Fideiussione e contratto autonomo di garanzia: i differenti obblighi che ne conseguono

Interessi di mora: no al vaglio usura

Il Tribunale di Brescia, anticipando in un certo qual senso l’ordinanza n. 26946 del 22/10/19 rimessione alle Sezioni Unite che sarebbe avvenuta di lì a poco, con la sentenza n. 2635 del 3 ottobre 2019 è tornato ad esprimersi in merito all’assoggettabilità o meno del tasso di mora alla disciplina in materia di usura.

Come ormai noto, la I sezione della Suprema Corte di Cassazione – con l’ordinanza citata – preso atto dei contrasti giurisprudenziali scaturiti su tale argomento, ha rimesso la questione alle Sezioni Unite affinché maturi una interpretazione univoca su di un tema che sempre più è al centro delle controversie tra Istituti di credito e clienti.

La sentenza in commento giunge alla conclusione di un giudizio che aveva come domanda principale la declaratoria di illiceità delle clausole relative agli interessi, convenzionali e di mora, per contrasto con la normativa anti-usura. Il Giudice, prendendo una posizione netta, non ritiene possa essere condivisibile la tesi della applicabilità delle soglie usurarie anche in materia di tassi di mora (oltreché penali per anticipata estinzione, costi di insoluto e recupero del credito).

Il Dott.
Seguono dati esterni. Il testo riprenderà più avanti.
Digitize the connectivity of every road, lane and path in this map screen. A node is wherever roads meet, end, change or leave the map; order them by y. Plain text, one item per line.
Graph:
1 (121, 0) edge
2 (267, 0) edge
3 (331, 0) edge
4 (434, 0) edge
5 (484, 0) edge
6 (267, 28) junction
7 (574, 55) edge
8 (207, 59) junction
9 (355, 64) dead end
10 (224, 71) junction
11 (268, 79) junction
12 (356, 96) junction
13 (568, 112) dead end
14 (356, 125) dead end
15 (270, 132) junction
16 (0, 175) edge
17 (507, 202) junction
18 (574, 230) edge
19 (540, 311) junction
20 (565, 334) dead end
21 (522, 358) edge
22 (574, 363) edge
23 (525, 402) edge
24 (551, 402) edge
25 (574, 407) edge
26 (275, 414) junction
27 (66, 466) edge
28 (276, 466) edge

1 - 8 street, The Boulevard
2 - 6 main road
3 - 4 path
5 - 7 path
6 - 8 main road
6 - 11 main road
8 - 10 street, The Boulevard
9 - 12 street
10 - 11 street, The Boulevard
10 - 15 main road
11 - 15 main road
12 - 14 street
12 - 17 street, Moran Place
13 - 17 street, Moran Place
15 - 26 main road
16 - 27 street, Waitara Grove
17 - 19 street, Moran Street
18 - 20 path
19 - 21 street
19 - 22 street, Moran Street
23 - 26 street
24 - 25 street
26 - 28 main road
Ambrosoli, infatti, sostiene che “la non assoggettabilità del tasso di mora alla disciplina in materia di usura pare doversi logicamente desumere dalla formulazione dell’art. 644 c.p. (che attribuisce rilievo a interessi o utilità dati o premessi “in corrispettivo di una promessa di denaro o altra utilità” e “collegate all’erogazione del credito”, e dunque agli interessi corrispettivi o sinallagmatici rispetto alla promessa o dazione di denaro e non a quelli moratori, che per la lorio natura risarcitoria sono di applicazione eventuale e successiva, per il caso di inadempimento, e calcolati sul solo ammontare della prestazione insoluta anziché sull’intero importo finanziato; o, in altri termini alla pattuizione sull’erogazione volontaria e non a quella sulla remunerazione per perdita involontaria della disponibilità del denaro)”.
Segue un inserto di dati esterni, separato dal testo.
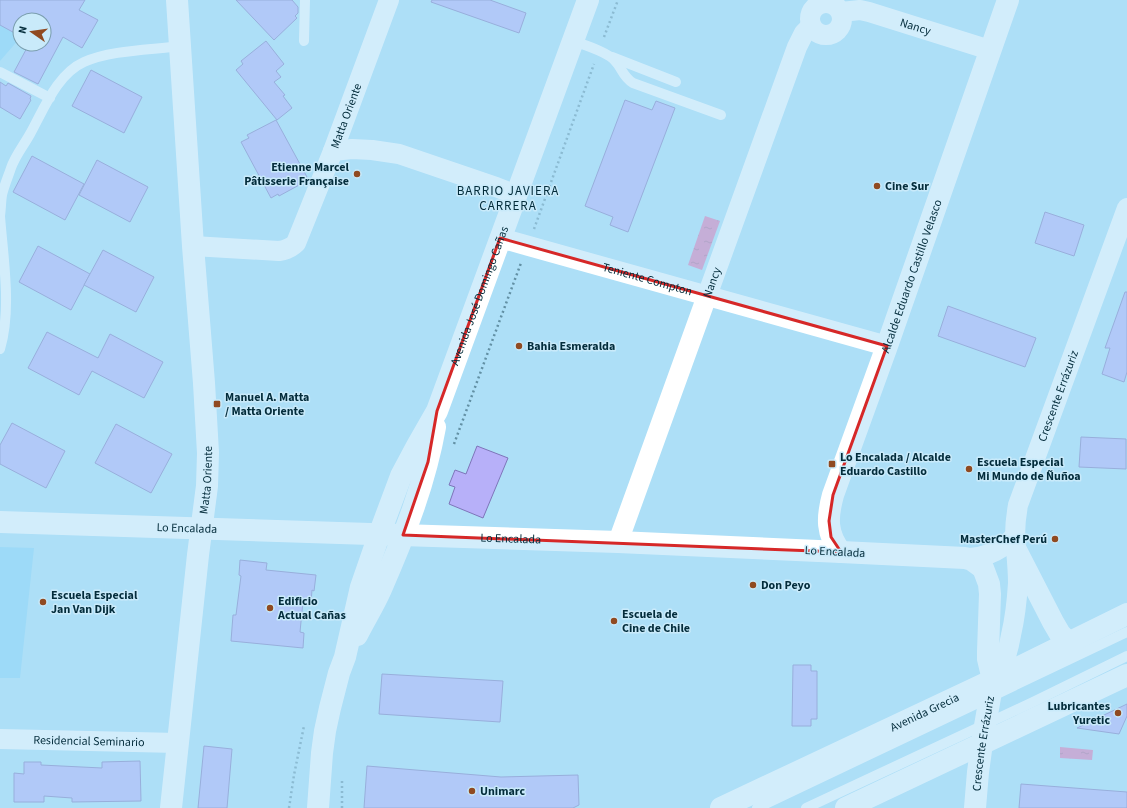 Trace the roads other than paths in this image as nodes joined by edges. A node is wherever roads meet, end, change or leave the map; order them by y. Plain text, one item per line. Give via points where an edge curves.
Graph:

Sottolinea il Tribunale come tale impostazione sia del tutto coerente con l’esclusione degli interessi di mora dal conteggio del tasso effettivo globale medio (TEGM), con riferimento al quale viene individuato il tasso soglia usurario ai sensi dell’art. 2 legge 108/1996. Ed è evidente, pertanto, che anche qualora si volesse sostenere la tesi inversa – a favore dell’assoggettabilità al vaglio usura degli interessi moratori – si debba obbligatoriamente applicare la maggiorazione di 2,1 punti percentuali al tasso di riferimento.

Non manca in sentenza il richiamo alla locuzione “a qualunque titolo” – art. 1 del D.L. 394/00 – sovente utilizzata per giustificare la ricomprensione degli interessi moratori nella normativa anti-usura. Il Giudice chiarisce che occorra riferirsi alle “remunerazioni varie purché correlate all’erogazione del finanziamento” concludendo che “l’interesse di mora… ha natura risarcitoria e non remuneratoria, non è dovuto al momento dell’erogazione del credito ma solo in caso di eventuale inadempimento e nei limiti di esso… non è compreso negli elementi costitutivi del TEGM”.
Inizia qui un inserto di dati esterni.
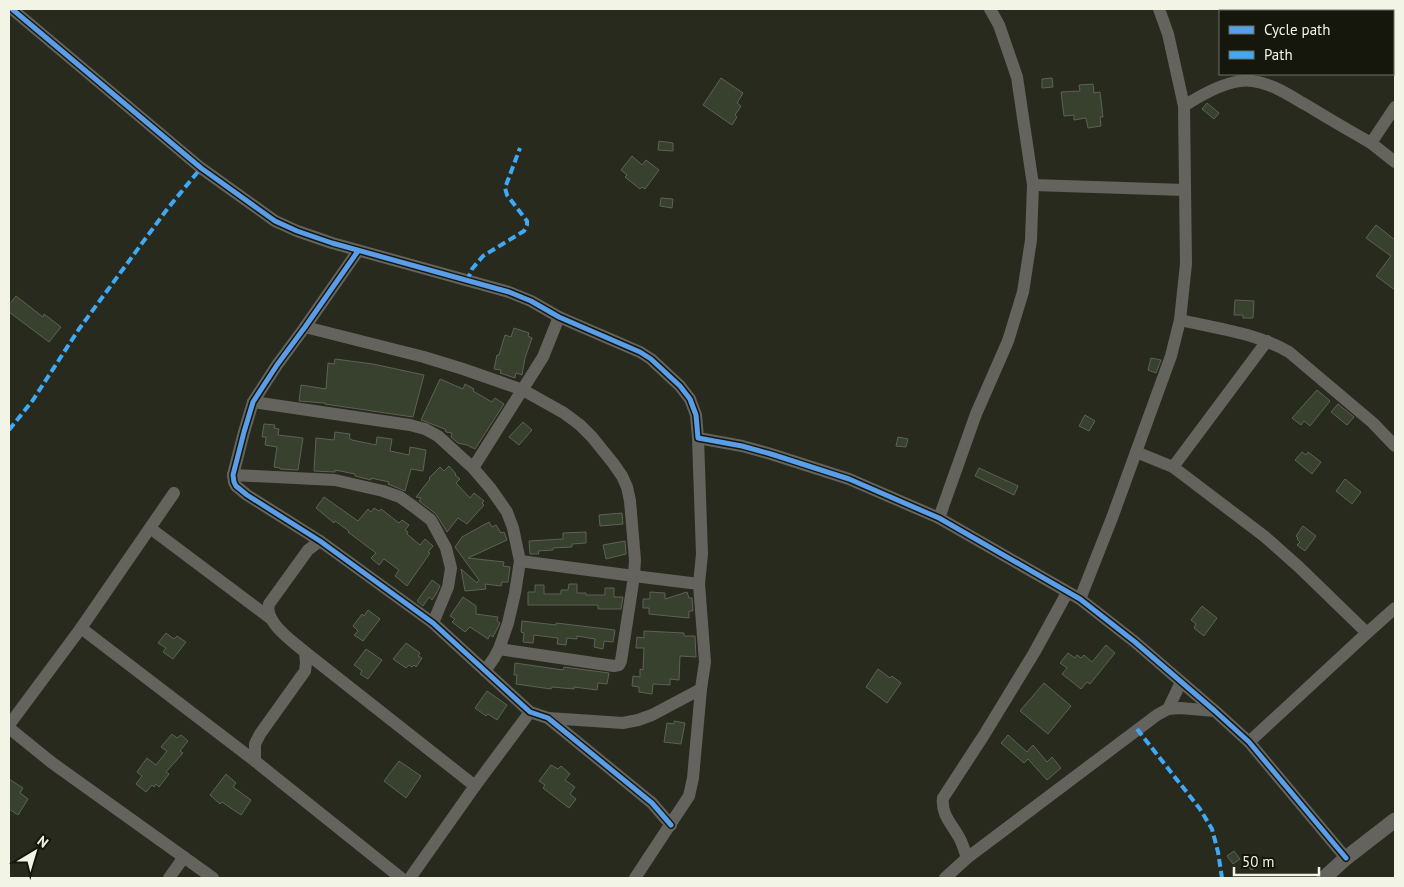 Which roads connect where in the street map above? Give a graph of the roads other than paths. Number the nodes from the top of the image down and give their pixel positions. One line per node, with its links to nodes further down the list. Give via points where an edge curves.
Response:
1 (12, 9): 10 (street, via 201,168 275,221)
2 (990, 9): 8 (street, via 1017,77)
3 (1159, 9): 4 (street)
4 (1184, 106): 6 (street, via 1215,89 1251,80 1274,86); 9 (street)
5 (1395, 107): 6 (street)
6 (1371, 143): 7 (street)
7 (1395, 162)
8 (1033, 185): 9 (street); 24 (street, via 1031,240 1023,292 1008,341 976,414)
9 (1185, 190): 12 (street, via 1186,264)
10 (358, 250): 11 (street, via 509,292); 13 (street)
11 (559, 317): 15 (street, via 543,357); 17 (street, via 640,352 660,366 690,399 696,415)
12 (1180, 320): 14 (street); 19 (street)
13 (306, 327): 15 (street, via 463,369); 16 (street)
14 (1267, 341): 18 (street, via 1288,352 1373,423); 20 (street)
15 (523, 390): 21 (street); 28 (street, via 580,425 622,476 630,501)
16 (254, 402): 21 (street, via 426,429); 22 (street)
17 (698, 438): 24 (street, via 742,446 801,463 849,479); 29 (street, via 702,554)
18 (1395, 446)
19 (1136, 452): 20 (street); 31 (street)
20 (1173, 467): 36 (street, via 1264,536)
21 (473, 468): 27 (street, via 507,512)
22 (232, 475): 26 (street, via 236,486 247,495); 34 (street, via 336,480 383,491 414,507 431,520 446,548 451,568 448,587)
23 (174, 493): 25 (street)
24 (939, 518): 30 (street)
25 (150, 528): 33 (street); 35 (street)
26 (320, 541): 33 (street, via 308,550 269,604); 34 (street)
27 (520, 561): 28 (street); 37 (street, via 508,623)
28 (634, 576): 29 (street); 37 (street, via 619,664 614,666)
29 (698, 584): 41 (street, via 705,652)
30 (1067, 592): 31 (street); 53 (street, via 1034,653 943,798 945,817 961,840)
31 (1080, 599): 40 (street)
32 (1395, 608): 36 (street)
33 (270, 618): 38 (street)
34 (433, 623): 39 (street)
35 (82, 628): 46 (street); 48 (street)
36 (1367, 633): 47 (street)
37 (499, 650): 39 (street)
38 (305, 652): 48 (street, via 305,671 260,734 255,744); 49 (street)
39 (485, 671): 44 (street)
40 (1181, 682): 42 (street); 43 (street)
41 (700, 689): 45 (street, via 652,715 623,723); 51 (street, via 692,788)
42 (1168, 709): 43 (street); 53 (street)
43 (1215, 711): 47 (street)
44 (530, 712): 45 (street); 49 (street)
45 (548, 718): 51 (street, via 652,803)
46 (9, 727): 52 (street, via 50,762)
47 (1249, 742): 54 (street)
48 (255, 761): 57 (street)
49 (475, 786): 58 (street)
50 (1395, 820): 54 (street)
51 (671, 826): 59 (street)
52 (184, 857): 55 (street); 56 (street)
53 (967, 858): 60 (street)
54 (1346, 858): 61 (street)
55 (169, 878)
56 (213, 878)
57 (401, 878)
58 (410, 878)
59 (635, 878)
60 (945, 878)
61 (1324, 878)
Alla luce della corposa argomentazione svolta, il Giudice così ha respinto la domanda dell’attore sancendo la non assoggettabilità degli interessi di mora al vaglio usura (tra l’altro, nel caso di specie non sussisteva alcun superamento della soglia pro-tempore vigente).

Non rimane quindi che attendere che le Sezioni Unite della Suprema Corte di Cassazione forniscano una interpretazione uniforme ad una tematica rilevante e dibattuta.